## What this task involves
Your answer must be an exact copy of the data, without any pictures.

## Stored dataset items
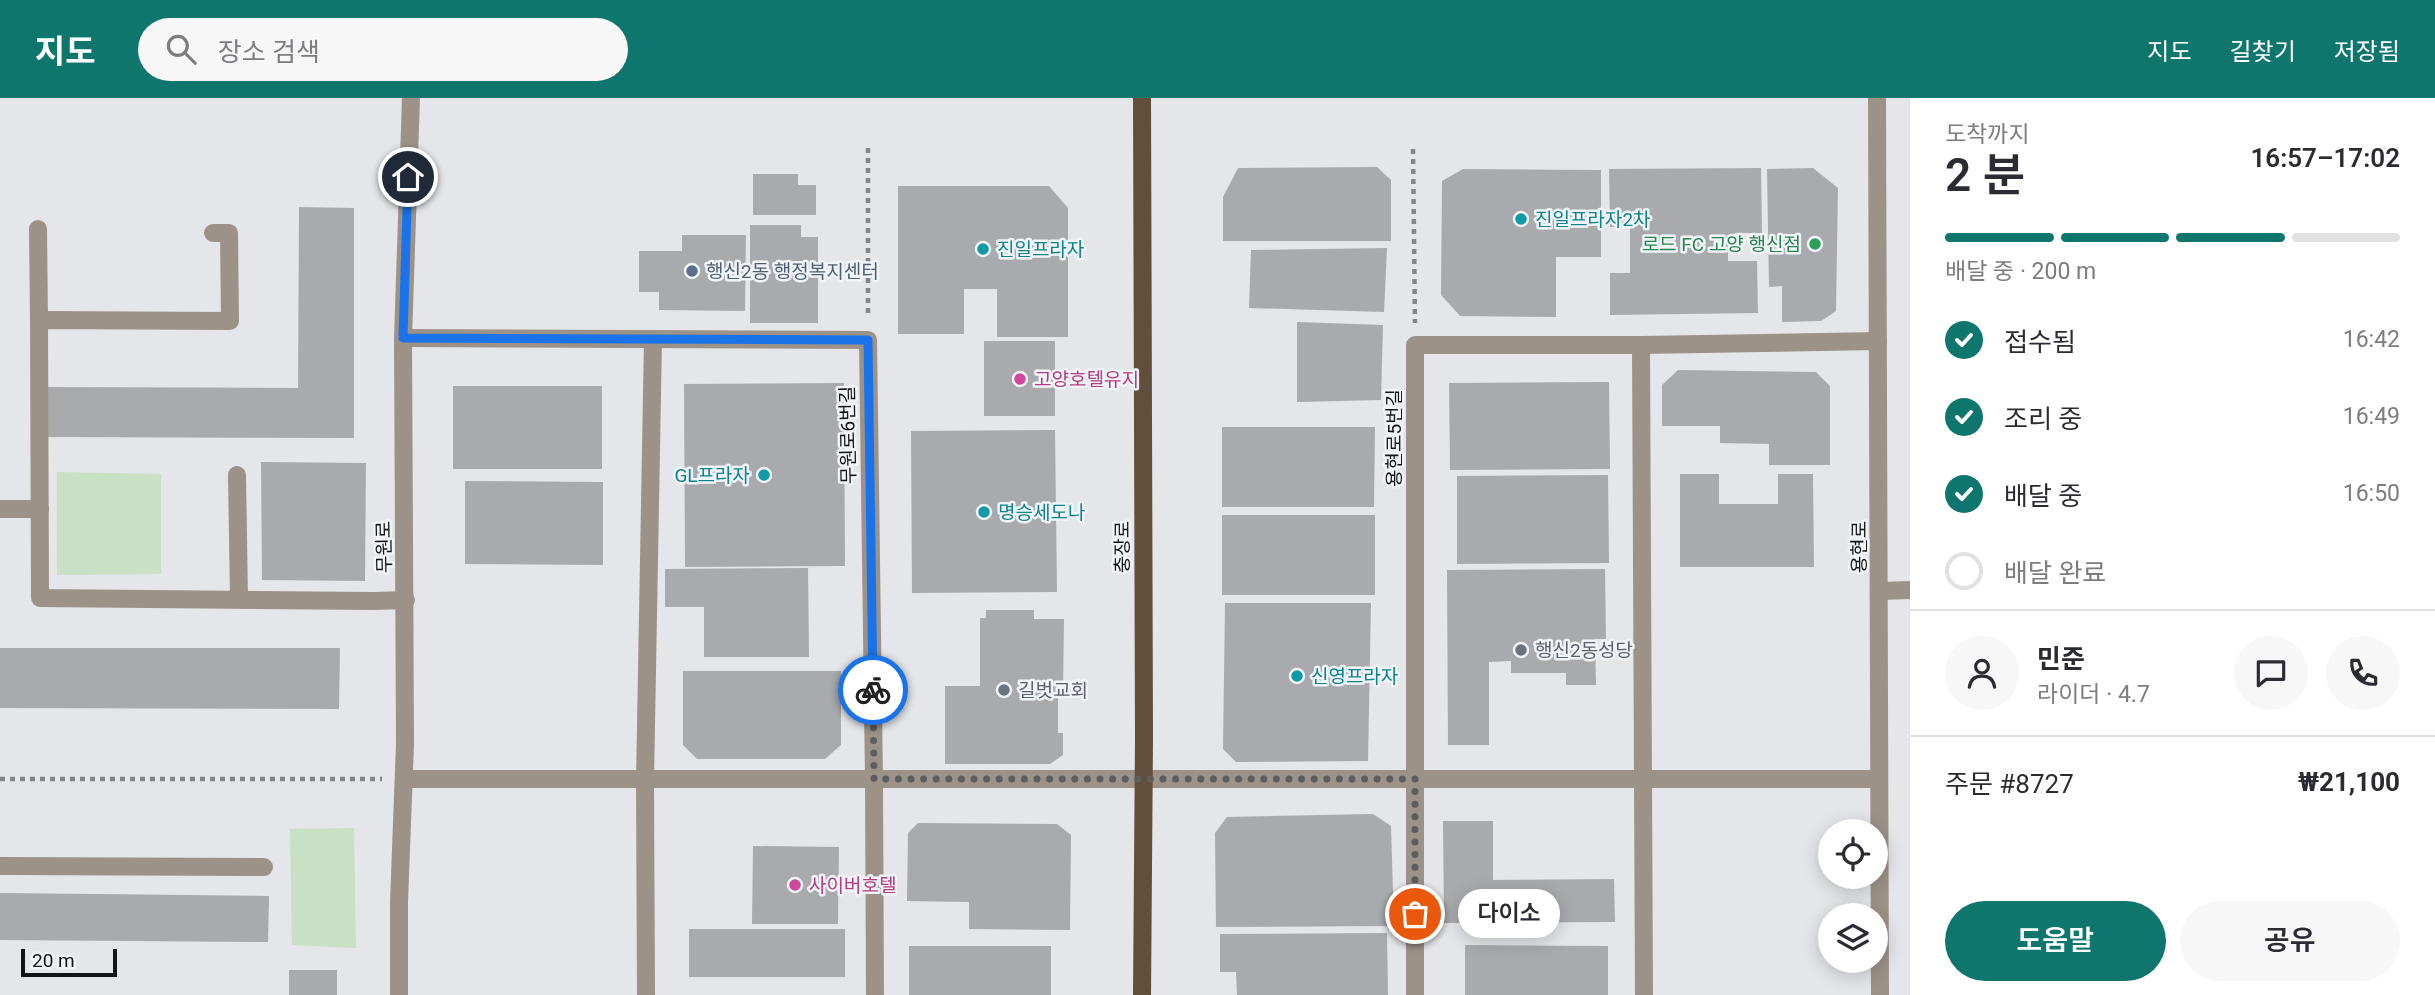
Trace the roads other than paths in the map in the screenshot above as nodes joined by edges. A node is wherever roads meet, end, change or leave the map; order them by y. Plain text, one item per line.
1 (411, 98) edge
2 (1142, 98) edge
3 (1877, 98) edge
4 (38, 229) dead end
5 (213, 233) dead end
6 (39, 320) junction
7 (403, 338) junction
8 (653, 339) junction
9 (1878, 341) junction
10 (1641, 345) junction
11 (237, 475) dead end
12 (0, 509) edge
13 (40, 509) junction
14 (1910, 590) edge
15 (1880, 591) junction
16 (239, 599) junction
17 (406, 600) junction
18 (405, 779) junction
19 (874, 779) junction
20 (1144, 779) junction
21 (1415, 779) junction
22 (1643, 779) junction
23 (1879, 779) junction
24 (645, 781) junction
25 (0, 866) edge
26 (264, 867) dead end
27 (399, 995) edge
28 (646, 995) edge
29 (875, 995) edge
30 (1142, 995) edge
31 (1415, 995) edge
32 (1644, 995) edge
33 (1880, 995) edge

1 - 7 street, 무원로
2 - 20 main road, 충장로
3 - 9 street, 용현로
4 - 6 street
5 - 6 street
6 - 13 street
7 - 8 street
7 - 17 street, 무원로
8 - 19 street, 무원로6번길
8 - 24 street
9 - 10 street
9 - 15 street, 용현로
10 - 21 street, 용현로5번길
10 - 22 street
11 - 16 street
12 - 13 street
13 - 16 street
14 - 15 street
15 - 23 street, 용현로
16 - 17 street
17 - 18 street, 무원로
18 - 24 street
18 - 27 street, 무원로
19 - 20 street
19 - 24 street
19 - 29 street, 무원로6번길
20 - 21 street
20 - 30 main road, 충장로
21 - 22 street
21 - 31 street, 용현로5번길
22 - 23 street
22 - 32 street
23 - 33 street, 용현로
24 - 28 street
25 - 26 street

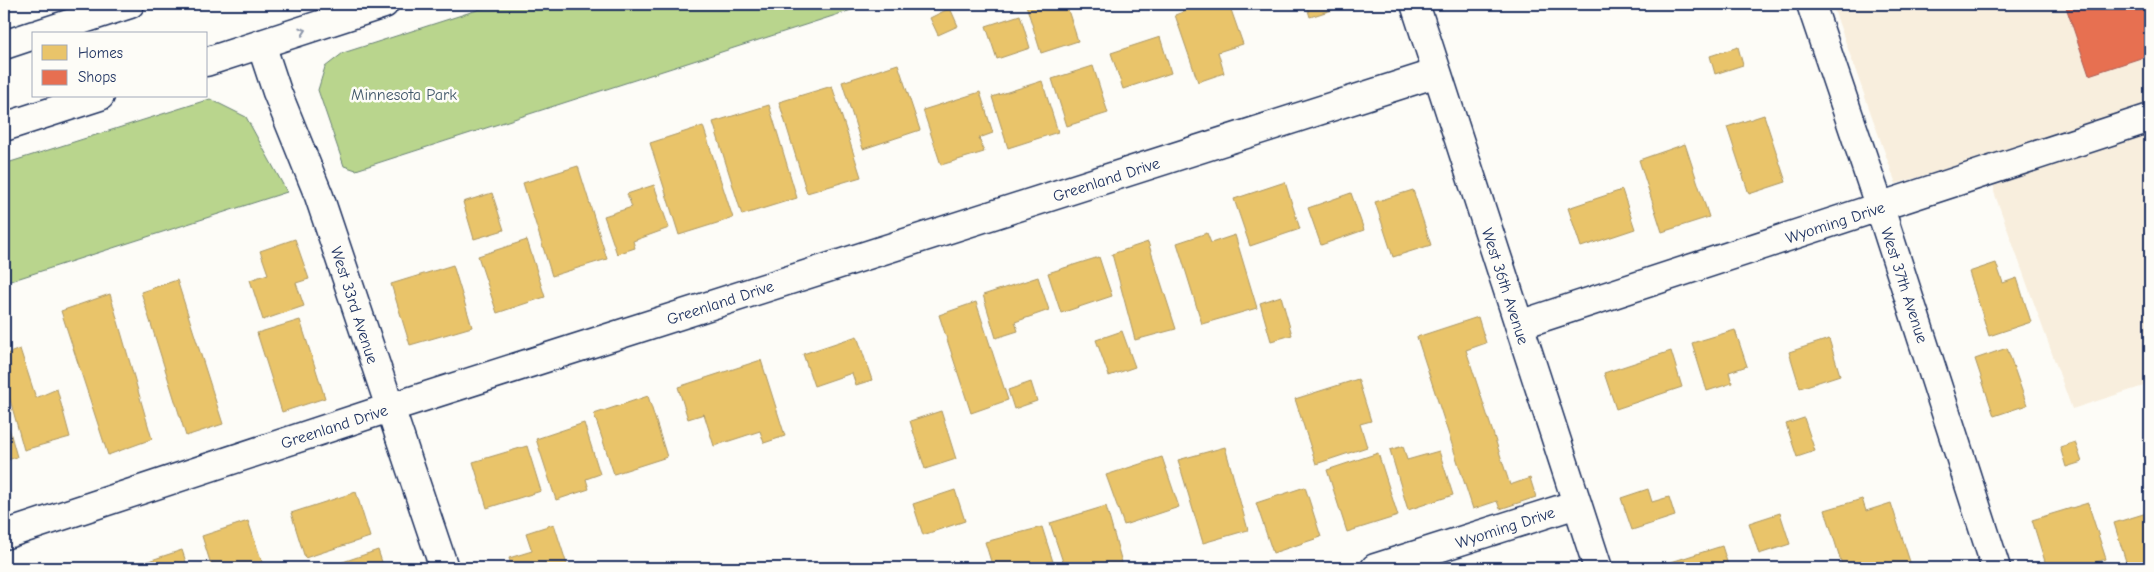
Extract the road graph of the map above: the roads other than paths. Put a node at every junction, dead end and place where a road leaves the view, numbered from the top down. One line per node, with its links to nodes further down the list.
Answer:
1 (130, 4): 5 (street)
2 (384, 4): 7 (street, one-way to 2)
3 (1415, 4): 10 (street, West 36th Avenue)
4 (1810, 4): 14 (street, West 37th Avenue)
5 (44, 32)
6 (32, 36): 8 (street)
7 (261, 44): 9 (street); 16 (street, West 33rd Avenue)
8 (4, 45)
9 (208, 61)
10 (1437, 73): 15 (street, West 36th Avenue); 16 (street, Greenland Drive)
11 (94, 98): 13 (street)
12 (2150, 118): 14 (street, Wyoming Drive)
13 (4, 127)
14 (1880, 208): 15 (street, Wyoming Drive); 22 (street, West 37th Avenue)
15 (1519, 325): 17 (street, West 36th Avenue)
16 (389, 408): 18 (street, Greenland Drive); 19 (street, West 33rd Avenue)
17 (1577, 504): 20 (street, Wyoming Drive); 21 (street, West 36th Avenue)
18 (4, 535)
19 (444, 568)
20 (1376, 568)
21 (1598, 568)
22 (1996, 568)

## Written answer
Trace the roads other than paths in the map in the screenshot above as nodes joined by edges. A node is wherever roads meet, end, change or leave the map; order them by y. Plain text, one item per line.
1 (411, 98) edge
2 (1142, 98) edge
3 (1877, 98) edge
4 (38, 229) dead end
5 (213, 233) dead end
6 (39, 320) junction
7 (403, 338) junction
8 (653, 339) junction
9 (1878, 341) junction
10 (1641, 345) junction
11 (237, 475) dead end
12 (0, 509) edge
13 (40, 509) junction
14 (1910, 590) edge
15 (1880, 591) junction
16 (239, 599) junction
17 (406, 600) junction
18 (405, 779) junction
19 (874, 779) junction
20 (1144, 779) junction
21 (1415, 779) junction
22 (1643, 779) junction
23 (1879, 779) junction
24 (645, 781) junction
25 (0, 866) edge
26 (264, 867) dead end
27 (399, 995) edge
28 (646, 995) edge
29 (875, 995) edge
30 (1142, 995) edge
31 (1415, 995) edge
32 (1644, 995) edge
33 (1880, 995) edge

1 - 7 street, 무원로
2 - 20 main road, 충장로
3 - 9 street, 용현로
4 - 6 street
5 - 6 street
6 - 13 street
7 - 8 street
7 - 17 street, 무원로
8 - 19 street, 무원로6번길
8 - 24 street
9 - 10 street
9 - 15 street, 용현로
10 - 21 street, 용현로5번길
10 - 22 street
11 - 16 street
12 - 13 street
13 - 16 street
14 - 15 street
15 - 23 street, 용현로
16 - 17 street
17 - 18 street, 무원로
18 - 24 street
18 - 27 street, 무원로
19 - 20 street
19 - 24 street
19 - 29 street, 무원로6번길
20 - 21 street
20 - 30 main road, 충장로
21 - 22 street
21 - 31 street, 용현로5번길
22 - 23 street
22 - 32 street
23 - 33 street, 용현로
24 - 28 street
25 - 26 street

Extract the road graph of the map above: the roads other than paths. Put a node at every junction, dead end and place where a road leaves the view, numbered from the top down. One line per node, with its links to nodes further down the list.
Answer:
1 (130, 4): 5 (street)
2 (384, 4): 7 (street, one-way to 2)
3 (1415, 4): 10 (street, West 36th Avenue)
4 (1810, 4): 14 (street, West 37th Avenue)
5 (44, 32)
6 (32, 36): 8 (street)
7 (261, 44): 9 (street); 16 (street, West 33rd Avenue)
8 (4, 45)
9 (208, 61)
10 (1437, 73): 15 (street, West 36th Avenue); 16 (street, Greenland Drive)
11 (94, 98): 13 (street)
12 (2150, 118): 14 (street, Wyoming Drive)
13 (4, 127)
14 (1880, 208): 15 (street, Wyoming Drive); 22 (street, West 37th Avenue)
15 (1519, 325): 17 (street, West 36th Avenue)
16 (389, 408): 18 (street, Greenland Drive); 19 (street, West 33rd Avenue)
17 (1577, 504): 20 (street, Wyoming Drive); 21 (street, West 36th Avenue)
18 (4, 535)
19 (444, 568)
20 (1376, 568)
21 (1598, 568)
22 (1996, 568)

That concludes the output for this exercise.